Registers are the fastest storage in a computer—faster than cache, far faster than RAM. A modern CPU has dozens of registers, and they hold the immediate computational state of whatever code is running. When the operating system switches from one process to another, it must save all these registers to the outgoing process's PCB and restore the incoming process's saved registers.
This register save/restore is the bulk of the context switch overhead. Understanding what registers exist and how they're managed reveals both the mechanics of multitasking and the performance costs involved.
By the end of this page, you will understand the complete register architecture: general-purpose registers, special-purpose registers, status flags, floating-point/SIMD registers, and system registers. You'll learn how these are saved and restored during context switches, the trade-offs in register context size, and modern optimizations that reduce context switch overhead.

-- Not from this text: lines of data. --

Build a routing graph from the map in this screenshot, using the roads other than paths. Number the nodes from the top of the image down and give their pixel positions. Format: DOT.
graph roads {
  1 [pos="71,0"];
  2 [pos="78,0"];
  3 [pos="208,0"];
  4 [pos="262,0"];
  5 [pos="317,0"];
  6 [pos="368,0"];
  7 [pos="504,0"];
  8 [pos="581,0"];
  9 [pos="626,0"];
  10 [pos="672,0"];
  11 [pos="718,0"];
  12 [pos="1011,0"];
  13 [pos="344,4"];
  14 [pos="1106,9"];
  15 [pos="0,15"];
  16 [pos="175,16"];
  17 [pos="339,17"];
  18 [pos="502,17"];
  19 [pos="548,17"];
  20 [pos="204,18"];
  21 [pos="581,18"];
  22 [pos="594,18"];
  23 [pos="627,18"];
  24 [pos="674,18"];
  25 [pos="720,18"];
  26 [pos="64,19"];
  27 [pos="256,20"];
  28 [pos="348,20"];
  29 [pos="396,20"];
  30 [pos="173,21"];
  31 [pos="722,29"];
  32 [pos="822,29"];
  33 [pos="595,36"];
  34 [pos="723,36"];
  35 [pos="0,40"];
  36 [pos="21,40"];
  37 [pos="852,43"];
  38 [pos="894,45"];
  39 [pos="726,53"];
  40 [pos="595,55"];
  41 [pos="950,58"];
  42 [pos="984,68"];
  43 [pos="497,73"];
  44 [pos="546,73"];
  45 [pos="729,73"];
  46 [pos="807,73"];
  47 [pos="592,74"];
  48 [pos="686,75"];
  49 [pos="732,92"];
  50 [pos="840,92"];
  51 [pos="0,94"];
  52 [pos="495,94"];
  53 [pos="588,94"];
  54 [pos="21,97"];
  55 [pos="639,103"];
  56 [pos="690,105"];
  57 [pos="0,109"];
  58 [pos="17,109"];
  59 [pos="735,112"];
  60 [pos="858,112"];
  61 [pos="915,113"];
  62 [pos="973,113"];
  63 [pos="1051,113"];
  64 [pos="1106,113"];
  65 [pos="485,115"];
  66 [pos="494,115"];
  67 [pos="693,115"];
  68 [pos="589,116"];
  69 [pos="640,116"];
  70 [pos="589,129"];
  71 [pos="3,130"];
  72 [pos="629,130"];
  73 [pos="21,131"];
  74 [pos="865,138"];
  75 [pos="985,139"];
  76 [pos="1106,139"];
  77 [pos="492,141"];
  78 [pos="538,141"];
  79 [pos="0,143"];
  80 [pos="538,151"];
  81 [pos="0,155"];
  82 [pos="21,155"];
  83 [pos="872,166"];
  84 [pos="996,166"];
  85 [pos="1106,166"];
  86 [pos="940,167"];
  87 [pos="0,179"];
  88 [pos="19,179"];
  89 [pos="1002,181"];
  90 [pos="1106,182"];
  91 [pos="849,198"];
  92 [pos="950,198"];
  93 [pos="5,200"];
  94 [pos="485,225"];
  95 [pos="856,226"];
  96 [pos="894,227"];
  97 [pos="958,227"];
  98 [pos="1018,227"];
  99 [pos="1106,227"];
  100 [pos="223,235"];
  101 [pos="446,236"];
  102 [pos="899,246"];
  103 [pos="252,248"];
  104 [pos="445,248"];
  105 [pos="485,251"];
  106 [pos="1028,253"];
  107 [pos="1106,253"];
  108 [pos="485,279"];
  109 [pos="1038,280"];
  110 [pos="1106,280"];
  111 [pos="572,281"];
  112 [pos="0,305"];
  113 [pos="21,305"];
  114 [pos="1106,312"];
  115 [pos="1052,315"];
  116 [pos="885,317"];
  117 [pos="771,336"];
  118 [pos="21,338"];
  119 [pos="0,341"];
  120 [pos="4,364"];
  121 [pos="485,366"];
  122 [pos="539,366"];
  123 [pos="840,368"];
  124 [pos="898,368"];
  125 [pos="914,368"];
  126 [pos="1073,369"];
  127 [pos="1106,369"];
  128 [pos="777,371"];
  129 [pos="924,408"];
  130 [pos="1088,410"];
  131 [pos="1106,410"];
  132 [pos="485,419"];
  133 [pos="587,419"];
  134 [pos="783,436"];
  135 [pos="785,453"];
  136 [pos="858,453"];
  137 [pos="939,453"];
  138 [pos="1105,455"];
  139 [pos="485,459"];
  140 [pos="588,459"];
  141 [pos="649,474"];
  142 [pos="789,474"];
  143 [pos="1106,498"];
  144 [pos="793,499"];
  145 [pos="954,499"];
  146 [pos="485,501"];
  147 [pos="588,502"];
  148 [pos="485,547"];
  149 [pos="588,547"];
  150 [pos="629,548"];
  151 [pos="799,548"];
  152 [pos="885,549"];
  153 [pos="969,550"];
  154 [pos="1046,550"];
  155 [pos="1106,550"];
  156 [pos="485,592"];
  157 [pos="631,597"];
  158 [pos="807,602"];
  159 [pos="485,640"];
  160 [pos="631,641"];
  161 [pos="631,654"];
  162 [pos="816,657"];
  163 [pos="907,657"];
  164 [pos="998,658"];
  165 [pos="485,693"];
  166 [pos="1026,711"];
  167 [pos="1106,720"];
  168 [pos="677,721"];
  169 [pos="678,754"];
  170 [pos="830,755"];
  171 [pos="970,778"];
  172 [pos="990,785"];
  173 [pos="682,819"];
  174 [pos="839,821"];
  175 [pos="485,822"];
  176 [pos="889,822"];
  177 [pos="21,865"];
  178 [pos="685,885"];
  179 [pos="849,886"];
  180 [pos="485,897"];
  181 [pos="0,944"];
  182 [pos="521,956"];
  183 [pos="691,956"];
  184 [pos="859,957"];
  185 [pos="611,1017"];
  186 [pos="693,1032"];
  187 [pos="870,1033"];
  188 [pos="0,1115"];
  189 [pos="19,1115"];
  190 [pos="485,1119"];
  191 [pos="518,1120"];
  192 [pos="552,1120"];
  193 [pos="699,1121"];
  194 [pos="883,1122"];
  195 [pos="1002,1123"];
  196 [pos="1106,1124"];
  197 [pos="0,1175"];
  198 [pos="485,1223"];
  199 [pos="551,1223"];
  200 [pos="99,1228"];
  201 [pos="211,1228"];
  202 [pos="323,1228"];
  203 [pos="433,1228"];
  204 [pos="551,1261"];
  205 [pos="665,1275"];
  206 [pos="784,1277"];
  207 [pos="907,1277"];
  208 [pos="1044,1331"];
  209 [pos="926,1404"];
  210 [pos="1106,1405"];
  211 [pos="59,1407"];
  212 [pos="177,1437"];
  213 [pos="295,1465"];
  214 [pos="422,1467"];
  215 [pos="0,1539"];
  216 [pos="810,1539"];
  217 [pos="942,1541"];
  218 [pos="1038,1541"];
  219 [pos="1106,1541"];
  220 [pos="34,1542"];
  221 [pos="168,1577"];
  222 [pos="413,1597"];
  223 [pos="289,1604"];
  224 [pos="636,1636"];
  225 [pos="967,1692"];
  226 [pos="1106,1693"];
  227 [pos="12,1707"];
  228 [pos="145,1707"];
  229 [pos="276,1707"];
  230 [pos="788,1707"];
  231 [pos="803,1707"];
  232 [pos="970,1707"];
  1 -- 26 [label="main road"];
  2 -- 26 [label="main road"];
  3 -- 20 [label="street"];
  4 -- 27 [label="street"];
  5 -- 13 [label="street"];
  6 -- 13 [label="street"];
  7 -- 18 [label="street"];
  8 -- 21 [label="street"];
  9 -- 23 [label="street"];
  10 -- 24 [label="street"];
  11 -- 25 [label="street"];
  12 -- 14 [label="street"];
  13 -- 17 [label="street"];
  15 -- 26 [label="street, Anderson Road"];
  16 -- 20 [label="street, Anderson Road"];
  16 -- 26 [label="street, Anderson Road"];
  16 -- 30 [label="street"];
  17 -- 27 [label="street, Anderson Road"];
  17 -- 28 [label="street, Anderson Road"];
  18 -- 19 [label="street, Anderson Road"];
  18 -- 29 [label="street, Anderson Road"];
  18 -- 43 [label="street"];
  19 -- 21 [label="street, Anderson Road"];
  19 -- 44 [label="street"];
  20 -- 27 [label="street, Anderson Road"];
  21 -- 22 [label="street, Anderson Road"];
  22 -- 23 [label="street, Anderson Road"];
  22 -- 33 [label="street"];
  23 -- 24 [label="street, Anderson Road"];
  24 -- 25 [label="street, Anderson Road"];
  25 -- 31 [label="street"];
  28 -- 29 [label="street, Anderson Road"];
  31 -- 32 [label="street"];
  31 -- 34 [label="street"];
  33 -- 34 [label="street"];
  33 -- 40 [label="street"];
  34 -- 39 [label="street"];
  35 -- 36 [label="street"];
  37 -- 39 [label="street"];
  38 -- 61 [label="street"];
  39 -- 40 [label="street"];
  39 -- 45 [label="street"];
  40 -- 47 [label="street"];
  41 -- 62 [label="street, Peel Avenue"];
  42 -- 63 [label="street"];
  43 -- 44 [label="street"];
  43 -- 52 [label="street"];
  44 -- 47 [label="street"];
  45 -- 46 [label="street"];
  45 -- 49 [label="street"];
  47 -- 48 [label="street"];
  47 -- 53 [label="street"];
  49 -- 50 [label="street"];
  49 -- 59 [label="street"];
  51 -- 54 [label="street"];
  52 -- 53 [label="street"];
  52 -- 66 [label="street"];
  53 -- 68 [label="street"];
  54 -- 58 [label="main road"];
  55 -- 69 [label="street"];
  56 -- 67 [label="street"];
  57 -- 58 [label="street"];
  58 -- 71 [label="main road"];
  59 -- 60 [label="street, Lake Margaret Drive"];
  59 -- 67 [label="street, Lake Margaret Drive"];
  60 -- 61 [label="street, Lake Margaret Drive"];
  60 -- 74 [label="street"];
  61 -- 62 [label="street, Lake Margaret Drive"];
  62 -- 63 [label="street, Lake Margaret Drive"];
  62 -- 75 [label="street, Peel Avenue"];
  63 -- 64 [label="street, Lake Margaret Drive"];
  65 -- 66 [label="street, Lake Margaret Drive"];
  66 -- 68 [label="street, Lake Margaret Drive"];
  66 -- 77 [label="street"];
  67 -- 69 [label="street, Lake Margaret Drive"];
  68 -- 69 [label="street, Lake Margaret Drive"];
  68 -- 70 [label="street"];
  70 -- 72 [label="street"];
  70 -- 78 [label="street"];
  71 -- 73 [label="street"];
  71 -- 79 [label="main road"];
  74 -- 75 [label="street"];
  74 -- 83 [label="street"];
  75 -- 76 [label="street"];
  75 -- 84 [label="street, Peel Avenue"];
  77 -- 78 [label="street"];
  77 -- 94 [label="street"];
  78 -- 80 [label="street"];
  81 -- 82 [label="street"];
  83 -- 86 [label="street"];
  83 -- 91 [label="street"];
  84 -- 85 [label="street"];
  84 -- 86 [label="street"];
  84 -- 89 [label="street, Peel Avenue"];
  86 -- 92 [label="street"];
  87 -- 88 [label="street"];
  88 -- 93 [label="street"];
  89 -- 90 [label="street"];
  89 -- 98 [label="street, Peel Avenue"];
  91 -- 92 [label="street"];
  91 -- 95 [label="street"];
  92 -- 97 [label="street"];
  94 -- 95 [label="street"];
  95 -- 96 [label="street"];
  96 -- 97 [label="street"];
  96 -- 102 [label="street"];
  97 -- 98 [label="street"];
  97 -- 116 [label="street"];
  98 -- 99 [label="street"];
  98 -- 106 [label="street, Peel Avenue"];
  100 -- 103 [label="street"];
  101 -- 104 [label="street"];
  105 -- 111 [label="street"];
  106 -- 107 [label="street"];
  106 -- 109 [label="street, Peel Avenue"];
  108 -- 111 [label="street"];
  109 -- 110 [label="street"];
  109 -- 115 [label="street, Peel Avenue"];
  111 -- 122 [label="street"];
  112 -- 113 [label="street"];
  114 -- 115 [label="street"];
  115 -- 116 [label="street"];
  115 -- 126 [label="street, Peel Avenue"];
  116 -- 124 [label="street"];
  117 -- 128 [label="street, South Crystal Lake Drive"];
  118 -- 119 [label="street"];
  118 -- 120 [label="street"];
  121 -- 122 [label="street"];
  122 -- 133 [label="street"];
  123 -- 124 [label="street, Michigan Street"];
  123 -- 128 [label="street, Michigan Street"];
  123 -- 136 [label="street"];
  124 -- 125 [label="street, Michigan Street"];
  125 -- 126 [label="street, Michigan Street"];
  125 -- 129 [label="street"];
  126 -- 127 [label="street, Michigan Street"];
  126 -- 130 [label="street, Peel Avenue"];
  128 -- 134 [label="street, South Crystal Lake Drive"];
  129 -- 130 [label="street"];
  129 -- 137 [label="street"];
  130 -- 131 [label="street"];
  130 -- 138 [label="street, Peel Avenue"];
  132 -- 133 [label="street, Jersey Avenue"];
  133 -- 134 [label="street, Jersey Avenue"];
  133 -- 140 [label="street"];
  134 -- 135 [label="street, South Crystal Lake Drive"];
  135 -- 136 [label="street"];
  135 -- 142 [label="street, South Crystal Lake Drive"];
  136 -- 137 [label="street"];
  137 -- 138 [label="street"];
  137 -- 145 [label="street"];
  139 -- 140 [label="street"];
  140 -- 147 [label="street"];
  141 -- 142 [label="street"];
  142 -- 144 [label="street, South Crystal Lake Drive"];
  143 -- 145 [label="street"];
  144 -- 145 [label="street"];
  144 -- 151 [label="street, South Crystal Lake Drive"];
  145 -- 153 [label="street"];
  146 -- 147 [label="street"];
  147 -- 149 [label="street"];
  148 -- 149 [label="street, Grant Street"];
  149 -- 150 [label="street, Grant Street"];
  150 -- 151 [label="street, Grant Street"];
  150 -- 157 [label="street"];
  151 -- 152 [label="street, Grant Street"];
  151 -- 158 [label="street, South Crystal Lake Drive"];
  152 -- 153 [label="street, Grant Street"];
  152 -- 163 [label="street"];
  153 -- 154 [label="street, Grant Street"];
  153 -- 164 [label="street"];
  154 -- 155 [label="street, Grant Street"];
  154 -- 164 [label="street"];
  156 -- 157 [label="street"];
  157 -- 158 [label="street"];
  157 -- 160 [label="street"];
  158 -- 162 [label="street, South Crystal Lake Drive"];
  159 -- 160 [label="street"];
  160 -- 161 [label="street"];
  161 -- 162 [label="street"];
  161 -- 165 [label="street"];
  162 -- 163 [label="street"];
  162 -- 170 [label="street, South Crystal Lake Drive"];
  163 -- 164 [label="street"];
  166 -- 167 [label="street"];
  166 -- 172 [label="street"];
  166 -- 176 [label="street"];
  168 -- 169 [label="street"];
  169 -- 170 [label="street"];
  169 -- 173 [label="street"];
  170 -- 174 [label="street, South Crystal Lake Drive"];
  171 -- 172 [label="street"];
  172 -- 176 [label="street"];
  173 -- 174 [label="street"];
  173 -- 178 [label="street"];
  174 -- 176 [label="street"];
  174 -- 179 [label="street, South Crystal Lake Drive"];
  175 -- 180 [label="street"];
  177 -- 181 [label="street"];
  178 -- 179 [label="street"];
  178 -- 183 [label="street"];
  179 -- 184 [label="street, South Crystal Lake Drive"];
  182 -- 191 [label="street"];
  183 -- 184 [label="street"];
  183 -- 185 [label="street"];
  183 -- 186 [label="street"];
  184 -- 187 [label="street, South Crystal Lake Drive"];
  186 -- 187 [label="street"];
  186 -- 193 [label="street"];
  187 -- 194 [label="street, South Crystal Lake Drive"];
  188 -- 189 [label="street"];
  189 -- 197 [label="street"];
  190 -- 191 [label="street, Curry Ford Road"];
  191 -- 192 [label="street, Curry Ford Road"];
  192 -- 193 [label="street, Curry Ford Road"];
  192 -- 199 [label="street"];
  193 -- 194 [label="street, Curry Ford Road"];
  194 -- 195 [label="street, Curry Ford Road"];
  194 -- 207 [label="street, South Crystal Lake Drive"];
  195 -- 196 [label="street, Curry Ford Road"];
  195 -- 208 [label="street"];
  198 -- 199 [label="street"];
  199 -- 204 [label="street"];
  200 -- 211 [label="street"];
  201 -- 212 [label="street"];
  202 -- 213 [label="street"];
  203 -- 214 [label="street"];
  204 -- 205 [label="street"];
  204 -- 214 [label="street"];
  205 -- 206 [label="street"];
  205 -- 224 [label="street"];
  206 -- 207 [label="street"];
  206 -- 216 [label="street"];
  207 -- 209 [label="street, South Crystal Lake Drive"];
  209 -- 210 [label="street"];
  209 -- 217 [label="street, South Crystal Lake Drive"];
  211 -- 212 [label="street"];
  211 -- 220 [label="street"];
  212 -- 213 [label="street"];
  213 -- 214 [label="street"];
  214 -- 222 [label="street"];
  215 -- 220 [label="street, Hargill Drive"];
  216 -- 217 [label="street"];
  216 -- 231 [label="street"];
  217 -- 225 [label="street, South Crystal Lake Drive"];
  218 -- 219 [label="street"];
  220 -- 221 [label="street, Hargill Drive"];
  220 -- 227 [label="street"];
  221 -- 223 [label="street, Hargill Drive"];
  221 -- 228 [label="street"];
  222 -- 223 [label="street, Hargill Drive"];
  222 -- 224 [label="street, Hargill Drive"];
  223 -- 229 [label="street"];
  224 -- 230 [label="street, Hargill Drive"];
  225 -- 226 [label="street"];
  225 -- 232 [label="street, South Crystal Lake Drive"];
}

CPU registers are small, extremely fast storage locations built directly into the processor core. They hold the data that the CPU is actively working with—operands for arithmetic, addresses for memory access, control information, and execution state.
Why Registers Exist:
The speed hierarchy of computer memory creates a fundamental problem: main memory is too slow. While a CPU can execute multiple instructions per clock cycle, fetching data from RAM takes hundreds of cycles. Registers bridge this gap:
| Storage Type | Typical Access Time | Typical Size |
|---|---|---|
| Registers | 1 cycle (~0.3ns) | Bytes to KB |
| L1 Cache | 3-4 cycles (~1ns) | 32-64 KB |
| L2 Cache | 10-20 cycles (~5ns) | 256-512 KB |
| L3 Cache | 30-50 cycles (~15ns) | 4-32 MB |
| RAM | 100-300 cycles (~60ns) | GB to TB |
| SSD | 10,000+ cycles (~50μs) | TB |
Registers operate at full processor speed because they're part of the CPU itself, not accessed over any bus.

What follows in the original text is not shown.